The whole blood multiple antigen response spectrum assay was conducted with 1:4 diluted blood from 6 Mtb-unexposed healthy donors enrolled in Atlanta, GA (A), 15 QFT⁺ individuals enrolled in a refugee cohort in Atlanta, GA (B), and 15 QFT⁺ individuals enrolled in Kisumu, Kenya (C). None of the healthy donors have been vaccinated with BCG. Of the 15 QFT⁺ individuals enrolled in Atlanta, 10 have been vaccinated with BCG, 3 have not been vaccinated, and 2 are unsure if they have received the BCG vaccine. All QFT⁺ individuals enrolled in Kenya have been vaccinated with BCG. Diluted blood was stimulated with 60 Mtb peptide pools and PHA. Results are shown after subtraction of background IFN-γ production in the negative control wells. Horizontal bars represent the median; vertical bars represent the interquartile range.

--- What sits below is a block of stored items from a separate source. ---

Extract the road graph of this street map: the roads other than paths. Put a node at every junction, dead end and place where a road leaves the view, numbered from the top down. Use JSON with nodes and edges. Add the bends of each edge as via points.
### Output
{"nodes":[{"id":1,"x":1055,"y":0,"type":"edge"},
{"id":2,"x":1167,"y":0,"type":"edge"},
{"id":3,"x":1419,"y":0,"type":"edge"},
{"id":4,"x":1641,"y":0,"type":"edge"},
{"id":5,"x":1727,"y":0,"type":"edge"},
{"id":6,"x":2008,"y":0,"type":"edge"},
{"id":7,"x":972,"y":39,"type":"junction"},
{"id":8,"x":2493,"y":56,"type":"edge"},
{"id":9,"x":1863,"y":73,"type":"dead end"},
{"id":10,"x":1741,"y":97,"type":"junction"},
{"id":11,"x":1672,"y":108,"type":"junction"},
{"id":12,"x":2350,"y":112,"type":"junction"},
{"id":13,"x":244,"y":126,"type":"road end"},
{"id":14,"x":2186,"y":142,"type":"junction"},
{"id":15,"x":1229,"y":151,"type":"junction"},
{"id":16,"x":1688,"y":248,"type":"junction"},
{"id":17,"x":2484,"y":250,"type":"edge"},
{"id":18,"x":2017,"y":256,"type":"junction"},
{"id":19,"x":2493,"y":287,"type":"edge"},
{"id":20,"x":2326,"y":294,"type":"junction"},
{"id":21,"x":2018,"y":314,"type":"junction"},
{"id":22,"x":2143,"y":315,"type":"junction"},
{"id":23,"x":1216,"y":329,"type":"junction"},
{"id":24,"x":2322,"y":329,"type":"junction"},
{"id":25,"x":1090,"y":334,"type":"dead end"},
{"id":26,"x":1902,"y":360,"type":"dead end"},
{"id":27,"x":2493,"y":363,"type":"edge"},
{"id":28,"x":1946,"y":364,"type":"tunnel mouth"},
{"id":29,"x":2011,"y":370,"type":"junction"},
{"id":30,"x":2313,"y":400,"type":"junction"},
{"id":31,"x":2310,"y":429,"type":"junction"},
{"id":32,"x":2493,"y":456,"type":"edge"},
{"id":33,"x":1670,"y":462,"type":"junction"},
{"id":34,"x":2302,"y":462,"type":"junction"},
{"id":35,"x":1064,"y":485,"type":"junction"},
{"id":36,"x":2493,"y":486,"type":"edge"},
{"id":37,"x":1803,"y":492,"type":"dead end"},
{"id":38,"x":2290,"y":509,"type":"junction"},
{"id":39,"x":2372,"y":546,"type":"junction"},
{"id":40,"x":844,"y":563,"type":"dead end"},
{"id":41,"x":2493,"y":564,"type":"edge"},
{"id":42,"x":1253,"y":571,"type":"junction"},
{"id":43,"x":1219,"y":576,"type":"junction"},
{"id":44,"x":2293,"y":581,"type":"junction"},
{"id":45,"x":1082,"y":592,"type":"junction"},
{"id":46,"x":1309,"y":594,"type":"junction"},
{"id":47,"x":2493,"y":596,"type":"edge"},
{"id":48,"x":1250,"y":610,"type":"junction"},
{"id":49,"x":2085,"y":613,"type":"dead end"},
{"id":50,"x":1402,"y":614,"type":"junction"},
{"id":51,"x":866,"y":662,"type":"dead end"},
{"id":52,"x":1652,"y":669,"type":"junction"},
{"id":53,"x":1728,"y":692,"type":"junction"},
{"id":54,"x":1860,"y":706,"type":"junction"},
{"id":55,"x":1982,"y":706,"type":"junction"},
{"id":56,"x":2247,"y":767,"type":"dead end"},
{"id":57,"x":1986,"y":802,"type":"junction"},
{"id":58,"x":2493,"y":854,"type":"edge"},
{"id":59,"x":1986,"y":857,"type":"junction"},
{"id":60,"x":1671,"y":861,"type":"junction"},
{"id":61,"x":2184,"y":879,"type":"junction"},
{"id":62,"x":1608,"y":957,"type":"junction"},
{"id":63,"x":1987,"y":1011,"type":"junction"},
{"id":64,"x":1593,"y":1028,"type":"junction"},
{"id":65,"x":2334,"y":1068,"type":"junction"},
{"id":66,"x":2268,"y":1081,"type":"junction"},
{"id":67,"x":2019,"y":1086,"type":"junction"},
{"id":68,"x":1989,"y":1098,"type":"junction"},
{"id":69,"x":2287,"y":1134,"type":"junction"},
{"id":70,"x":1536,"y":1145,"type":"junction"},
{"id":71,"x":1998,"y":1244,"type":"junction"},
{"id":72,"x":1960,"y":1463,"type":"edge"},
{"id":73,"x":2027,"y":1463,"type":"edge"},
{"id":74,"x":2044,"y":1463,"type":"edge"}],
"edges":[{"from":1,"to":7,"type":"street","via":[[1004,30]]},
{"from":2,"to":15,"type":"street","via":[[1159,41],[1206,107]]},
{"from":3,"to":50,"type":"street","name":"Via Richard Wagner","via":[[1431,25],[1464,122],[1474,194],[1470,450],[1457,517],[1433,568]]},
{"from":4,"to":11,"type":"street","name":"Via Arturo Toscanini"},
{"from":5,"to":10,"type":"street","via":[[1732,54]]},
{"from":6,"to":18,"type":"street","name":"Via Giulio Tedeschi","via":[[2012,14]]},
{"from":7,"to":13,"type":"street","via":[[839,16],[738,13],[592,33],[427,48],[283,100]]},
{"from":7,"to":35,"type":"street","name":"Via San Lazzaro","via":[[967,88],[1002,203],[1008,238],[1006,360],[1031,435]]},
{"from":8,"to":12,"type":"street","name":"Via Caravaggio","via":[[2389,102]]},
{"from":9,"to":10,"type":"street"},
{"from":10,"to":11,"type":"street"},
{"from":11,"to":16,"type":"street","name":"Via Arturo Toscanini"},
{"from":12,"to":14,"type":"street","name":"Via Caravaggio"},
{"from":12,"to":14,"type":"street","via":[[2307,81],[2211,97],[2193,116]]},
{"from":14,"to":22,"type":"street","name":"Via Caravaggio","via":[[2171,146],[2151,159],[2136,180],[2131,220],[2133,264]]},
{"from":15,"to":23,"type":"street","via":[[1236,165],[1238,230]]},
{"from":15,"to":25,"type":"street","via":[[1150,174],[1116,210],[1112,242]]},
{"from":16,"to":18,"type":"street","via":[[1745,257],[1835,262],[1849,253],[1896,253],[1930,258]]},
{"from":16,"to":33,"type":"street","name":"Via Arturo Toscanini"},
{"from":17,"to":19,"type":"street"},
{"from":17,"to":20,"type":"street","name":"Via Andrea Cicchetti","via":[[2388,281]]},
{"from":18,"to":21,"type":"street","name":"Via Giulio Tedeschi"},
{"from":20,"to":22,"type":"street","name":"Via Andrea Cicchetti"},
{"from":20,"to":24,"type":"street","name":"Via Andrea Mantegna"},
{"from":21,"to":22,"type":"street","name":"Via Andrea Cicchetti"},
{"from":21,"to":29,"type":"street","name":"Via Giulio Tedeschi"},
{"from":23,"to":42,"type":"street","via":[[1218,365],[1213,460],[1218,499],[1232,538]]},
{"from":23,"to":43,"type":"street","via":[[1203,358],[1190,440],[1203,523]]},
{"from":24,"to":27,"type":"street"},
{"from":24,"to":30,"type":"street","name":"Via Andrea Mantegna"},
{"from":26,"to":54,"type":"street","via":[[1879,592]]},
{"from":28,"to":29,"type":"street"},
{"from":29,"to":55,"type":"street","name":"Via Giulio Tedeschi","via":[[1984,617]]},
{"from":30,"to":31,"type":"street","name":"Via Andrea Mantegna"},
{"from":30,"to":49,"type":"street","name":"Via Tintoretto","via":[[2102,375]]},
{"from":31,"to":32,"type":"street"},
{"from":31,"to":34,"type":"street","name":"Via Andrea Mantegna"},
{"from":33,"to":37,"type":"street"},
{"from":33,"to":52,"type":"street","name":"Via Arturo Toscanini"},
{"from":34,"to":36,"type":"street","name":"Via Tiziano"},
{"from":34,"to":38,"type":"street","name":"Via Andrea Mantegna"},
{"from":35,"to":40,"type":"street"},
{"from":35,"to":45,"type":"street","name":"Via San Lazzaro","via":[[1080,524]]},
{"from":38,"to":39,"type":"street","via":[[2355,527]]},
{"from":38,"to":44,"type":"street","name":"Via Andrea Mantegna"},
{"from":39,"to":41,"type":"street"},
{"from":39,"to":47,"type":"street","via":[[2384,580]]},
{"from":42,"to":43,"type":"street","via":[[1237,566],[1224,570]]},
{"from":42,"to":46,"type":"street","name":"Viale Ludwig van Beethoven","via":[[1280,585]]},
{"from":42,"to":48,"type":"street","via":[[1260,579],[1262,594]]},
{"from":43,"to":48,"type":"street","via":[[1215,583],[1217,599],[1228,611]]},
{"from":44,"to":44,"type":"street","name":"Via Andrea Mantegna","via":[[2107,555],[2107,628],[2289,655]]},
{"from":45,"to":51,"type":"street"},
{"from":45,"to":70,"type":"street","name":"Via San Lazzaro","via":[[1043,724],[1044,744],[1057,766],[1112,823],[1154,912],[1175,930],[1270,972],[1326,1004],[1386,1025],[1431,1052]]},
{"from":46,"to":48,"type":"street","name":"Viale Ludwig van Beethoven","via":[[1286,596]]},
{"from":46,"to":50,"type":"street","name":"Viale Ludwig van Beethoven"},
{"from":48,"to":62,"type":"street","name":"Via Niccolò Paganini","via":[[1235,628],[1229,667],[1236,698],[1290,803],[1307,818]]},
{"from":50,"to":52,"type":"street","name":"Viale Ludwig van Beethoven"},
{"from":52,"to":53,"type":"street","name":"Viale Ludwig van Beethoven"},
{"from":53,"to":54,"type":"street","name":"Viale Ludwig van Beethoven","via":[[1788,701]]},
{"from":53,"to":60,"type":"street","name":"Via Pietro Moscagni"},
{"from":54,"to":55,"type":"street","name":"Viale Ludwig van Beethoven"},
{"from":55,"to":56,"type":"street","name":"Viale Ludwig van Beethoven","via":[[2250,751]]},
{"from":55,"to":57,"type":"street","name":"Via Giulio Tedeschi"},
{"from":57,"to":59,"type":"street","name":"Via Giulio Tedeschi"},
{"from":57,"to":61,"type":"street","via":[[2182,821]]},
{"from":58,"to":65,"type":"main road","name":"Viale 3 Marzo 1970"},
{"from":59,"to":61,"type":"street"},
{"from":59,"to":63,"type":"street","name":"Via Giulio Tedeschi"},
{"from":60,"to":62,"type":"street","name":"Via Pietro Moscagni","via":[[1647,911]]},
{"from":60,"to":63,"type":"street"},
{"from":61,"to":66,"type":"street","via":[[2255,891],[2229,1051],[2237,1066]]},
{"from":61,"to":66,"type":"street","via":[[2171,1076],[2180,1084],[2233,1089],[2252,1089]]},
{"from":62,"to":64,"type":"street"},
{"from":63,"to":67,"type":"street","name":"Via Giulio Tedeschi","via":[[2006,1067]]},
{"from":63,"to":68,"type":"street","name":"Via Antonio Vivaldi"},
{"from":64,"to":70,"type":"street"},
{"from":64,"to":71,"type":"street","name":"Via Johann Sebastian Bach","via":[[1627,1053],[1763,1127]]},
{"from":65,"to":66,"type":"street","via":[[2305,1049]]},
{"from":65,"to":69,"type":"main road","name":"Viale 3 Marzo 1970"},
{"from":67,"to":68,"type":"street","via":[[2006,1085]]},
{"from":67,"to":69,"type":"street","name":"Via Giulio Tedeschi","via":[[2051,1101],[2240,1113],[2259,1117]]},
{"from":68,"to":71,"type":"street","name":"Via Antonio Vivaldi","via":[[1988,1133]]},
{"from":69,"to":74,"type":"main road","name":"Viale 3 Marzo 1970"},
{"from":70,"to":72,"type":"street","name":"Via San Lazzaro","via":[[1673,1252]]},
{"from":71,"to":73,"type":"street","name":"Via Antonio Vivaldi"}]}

Figure 8. Application of the T cell RSA to longitudinal cohorts of individuals with LTBI in a TB-endemic setting in Kisumu, Kenya

The whole blood multiple antigen RSA was conducted with 4-fold diluted blood from 10 QFT⁺ individuals with LTBI enrolled in Kisumu, Kenya, at three time points: enrollment (Baseline, top row), month 6 (middle row) and month 12 (bottom row). All individuals have been vaccinated with BCG. Diluted blood was stimulated with 60 Mtb peptide pools and PHA; the numbers in each cell represent the concentration of IFN-γ after subtraction of the background IFN-γ production in the negative control wells. Data are shown as a heat map, with low IFN-γ levels shown in light blue, and increasing concentrations of IFN-γ indicated by darker blue cells. The 60 Mtb peptide pools are shown in the columns; the same 10 individuals are shown consecutively in the same order in each row for the three time points.